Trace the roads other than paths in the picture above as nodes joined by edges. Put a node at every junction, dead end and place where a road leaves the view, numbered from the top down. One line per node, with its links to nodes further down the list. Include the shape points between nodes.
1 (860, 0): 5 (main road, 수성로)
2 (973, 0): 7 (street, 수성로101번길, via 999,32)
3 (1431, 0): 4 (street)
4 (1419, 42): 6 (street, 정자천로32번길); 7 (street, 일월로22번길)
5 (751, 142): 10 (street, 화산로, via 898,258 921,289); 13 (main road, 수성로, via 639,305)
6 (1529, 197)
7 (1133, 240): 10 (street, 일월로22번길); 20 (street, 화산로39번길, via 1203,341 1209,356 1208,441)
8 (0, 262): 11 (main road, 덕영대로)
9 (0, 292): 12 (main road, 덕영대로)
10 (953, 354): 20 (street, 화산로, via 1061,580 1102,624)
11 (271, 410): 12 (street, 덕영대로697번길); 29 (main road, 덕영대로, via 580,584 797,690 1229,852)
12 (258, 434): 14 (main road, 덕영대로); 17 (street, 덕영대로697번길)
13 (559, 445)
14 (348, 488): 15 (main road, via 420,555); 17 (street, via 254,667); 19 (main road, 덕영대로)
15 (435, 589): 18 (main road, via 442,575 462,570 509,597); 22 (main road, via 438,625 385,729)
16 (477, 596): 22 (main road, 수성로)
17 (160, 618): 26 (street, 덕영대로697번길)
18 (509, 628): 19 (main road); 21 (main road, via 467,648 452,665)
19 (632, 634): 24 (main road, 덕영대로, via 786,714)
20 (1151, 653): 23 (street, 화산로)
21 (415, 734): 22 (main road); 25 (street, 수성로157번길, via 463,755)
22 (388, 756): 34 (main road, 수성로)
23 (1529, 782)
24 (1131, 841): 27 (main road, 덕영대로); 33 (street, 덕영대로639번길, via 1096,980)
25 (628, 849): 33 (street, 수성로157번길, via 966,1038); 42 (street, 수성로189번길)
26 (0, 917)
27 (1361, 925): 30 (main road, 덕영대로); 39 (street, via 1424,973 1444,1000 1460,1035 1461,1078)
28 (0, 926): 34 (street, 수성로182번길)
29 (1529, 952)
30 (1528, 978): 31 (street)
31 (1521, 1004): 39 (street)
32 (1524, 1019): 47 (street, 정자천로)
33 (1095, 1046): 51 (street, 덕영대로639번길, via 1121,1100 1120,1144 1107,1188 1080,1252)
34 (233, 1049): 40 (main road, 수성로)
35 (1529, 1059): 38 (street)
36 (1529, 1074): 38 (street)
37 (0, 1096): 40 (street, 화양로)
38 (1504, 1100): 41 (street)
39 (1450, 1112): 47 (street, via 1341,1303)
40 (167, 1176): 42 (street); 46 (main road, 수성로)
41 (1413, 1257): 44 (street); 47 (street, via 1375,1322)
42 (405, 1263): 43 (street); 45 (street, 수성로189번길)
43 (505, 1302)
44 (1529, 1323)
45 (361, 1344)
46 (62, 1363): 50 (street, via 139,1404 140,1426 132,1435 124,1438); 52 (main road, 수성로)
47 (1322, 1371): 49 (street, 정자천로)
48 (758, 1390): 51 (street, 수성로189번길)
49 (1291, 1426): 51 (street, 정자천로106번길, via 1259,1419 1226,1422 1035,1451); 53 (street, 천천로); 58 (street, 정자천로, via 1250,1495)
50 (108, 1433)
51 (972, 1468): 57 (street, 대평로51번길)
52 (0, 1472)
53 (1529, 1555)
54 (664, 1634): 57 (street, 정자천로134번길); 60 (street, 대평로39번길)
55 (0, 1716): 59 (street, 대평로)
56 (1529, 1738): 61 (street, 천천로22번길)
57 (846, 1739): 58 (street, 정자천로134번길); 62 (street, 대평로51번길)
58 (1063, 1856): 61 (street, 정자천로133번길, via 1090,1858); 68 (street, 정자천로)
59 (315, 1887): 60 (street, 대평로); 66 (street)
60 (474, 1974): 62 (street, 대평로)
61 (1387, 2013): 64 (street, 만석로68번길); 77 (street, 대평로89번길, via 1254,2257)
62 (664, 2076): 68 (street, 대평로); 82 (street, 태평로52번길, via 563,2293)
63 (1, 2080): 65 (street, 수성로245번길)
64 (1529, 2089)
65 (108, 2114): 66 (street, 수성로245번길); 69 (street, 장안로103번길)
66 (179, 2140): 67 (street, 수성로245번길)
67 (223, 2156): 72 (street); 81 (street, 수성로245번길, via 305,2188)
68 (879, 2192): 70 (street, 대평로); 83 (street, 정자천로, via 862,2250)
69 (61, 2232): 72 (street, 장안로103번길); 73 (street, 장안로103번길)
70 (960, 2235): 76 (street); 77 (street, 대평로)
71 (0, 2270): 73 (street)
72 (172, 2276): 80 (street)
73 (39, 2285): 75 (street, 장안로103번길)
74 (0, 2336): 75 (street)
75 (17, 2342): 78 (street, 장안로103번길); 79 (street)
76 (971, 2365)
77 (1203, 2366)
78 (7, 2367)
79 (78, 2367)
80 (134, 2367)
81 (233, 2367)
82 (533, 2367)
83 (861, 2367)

● Task item: The data above is to be restated line for line, word for word.

● Final answer:
Trace the roads other than paths in the picture above as nodes joined by edges. Put a node at every junction, dead end and place where a road leaves the view, numbered from the top down. One line per node, with its links to nodes further down the list. Include the shape points between nodes.
1 (860, 0): 5 (main road, 수성로)
2 (973, 0): 7 (street, 수성로101번길, via 999,32)
3 (1431, 0): 4 (street)
4 (1419, 42): 6 (street, 정자천로32번길); 7 (street, 일월로22번길)
5 (751, 142): 10 (street, 화산로, via 898,258 921,289); 13 (main road, 수성로, via 639,305)
6 (1529, 197)
7 (1133, 240): 10 (street, 일월로22번길); 20 (street, 화산로39번길, via 1203,341 1209,356 1208,441)
8 (0, 262): 11 (main road, 덕영대로)
9 (0, 292): 12 (main road, 덕영대로)
10 (953, 354): 20 (street, 화산로, via 1061,580 1102,624)
11 (271, 410): 12 (street, 덕영대로697번길); 29 (main road, 덕영대로, via 580,584 797,690 1229,852)
12 (258, 434): 14 (main road, 덕영대로); 17 (street, 덕영대로697번길)
13 (559, 445)
14 (348, 488): 15 (main road, via 420,555); 17 (street, via 254,667); 19 (main road, 덕영대로)
15 (435, 589): 18 (main road, via 442,575 462,570 509,597); 22 (main road, via 438,625 385,729)
16 (477, 596): 22 (main road, 수성로)
17 (160, 618): 26 (street, 덕영대로697번길)
18 (509, 628): 19 (main road); 21 (main road, via 467,648 452,665)
19 (632, 634): 24 (main road, 덕영대로, via 786,714)
20 (1151, 653): 23 (street, 화산로)
21 (415, 734): 22 (main road); 25 (street, 수성로157번길, via 463,755)
22 (388, 756): 34 (main road, 수성로)
23 (1529, 782)
24 (1131, 841): 27 (main road, 덕영대로); 33 (street, 덕영대로639번길, via 1096,980)
25 (628, 849): 33 (street, 수성로157번길, via 966,1038); 42 (street, 수성로189번길)
26 (0, 917)
27 (1361, 925): 30 (main road, 덕영대로); 39 (street, via 1424,973 1444,1000 1460,1035 1461,1078)
28 (0, 926): 34 (street, 수성로182번길)
29 (1529, 952)
30 (1528, 978): 31 (street)
31 (1521, 1004): 39 (street)
32 (1524, 1019): 47 (street, 정자천로)
33 (1095, 1046): 51 (street, 덕영대로639번길, via 1121,1100 1120,1144 1107,1188 1080,1252)
34 (233, 1049): 40 (main road, 수성로)
35 (1529, 1059): 38 (street)
36 (1529, 1074): 38 (street)
37 (0, 1096): 40 (street, 화양로)
38 (1504, 1100): 41 (street)
39 (1450, 1112): 47 (street, via 1341,1303)
40 (167, 1176): 42 (street); 46 (main road, 수성로)
41 (1413, 1257): 44 (street); 47 (street, via 1375,1322)
42 (405, 1263): 43 (street); 45 (street, 수성로189번길)
43 (505, 1302)
44 (1529, 1323)
45 (361, 1344)
46 (62, 1363): 50 (street, via 139,1404 140,1426 132,1435 124,1438); 52 (main road, 수성로)
47 (1322, 1371): 49 (street, 정자천로)
48 (758, 1390): 51 (street, 수성로189번길)
49 (1291, 1426): 51 (street, 정자천로106번길, via 1259,1419 1226,1422 1035,1451); 53 (street, 천천로); 58 (street, 정자천로, via 1250,1495)
50 (108, 1433)
51 (972, 1468): 57 (street, 대평로51번길)
52 (0, 1472)
53 (1529, 1555)
54 (664, 1634): 57 (street, 정자천로134번길); 60 (street, 대평로39번길)
55 (0, 1716): 59 (street, 대평로)
56 (1529, 1738): 61 (street, 천천로22번길)
57 (846, 1739): 58 (street, 정자천로134번길); 62 (street, 대평로51번길)
58 (1063, 1856): 61 (street, 정자천로133번길, via 1090,1858); 68 (street, 정자천로)
59 (315, 1887): 60 (street, 대평로); 66 (street)
60 (474, 1974): 62 (street, 대평로)
61 (1387, 2013): 64 (street, 만석로68번길); 77 (street, 대평로89번길, via 1254,2257)
62 (664, 2076): 68 (street, 대평로); 82 (street, 태평로52번길, via 563,2293)
63 (1, 2080): 65 (street, 수성로245번길)
64 (1529, 2089)
65 (108, 2114): 66 (street, 수성로245번길); 69 (street, 장안로103번길)
66 (179, 2140): 67 (street, 수성로245번길)
67 (223, 2156): 72 (street); 81 (street, 수성로245번길, via 305,2188)
68 (879, 2192): 70 (street, 대평로); 83 (street, 정자천로, via 862,2250)
69 (61, 2232): 72 (street, 장안로103번길); 73 (street, 장안로103번길)
70 (960, 2235): 76 (street); 77 (street, 대평로)
71 (0, 2270): 73 (street)
72 (172, 2276): 80 (street)
73 (39, 2285): 75 (street, 장안로103번길)
74 (0, 2336): 75 (street)
75 (17, 2342): 78 (street, 장안로103번길); 79 (street)
76 (971, 2365)
77 (1203, 2366)
78 (7, 2367)
79 (78, 2367)
80 (134, 2367)
81 (233, 2367)
82 (533, 2367)
83 (861, 2367)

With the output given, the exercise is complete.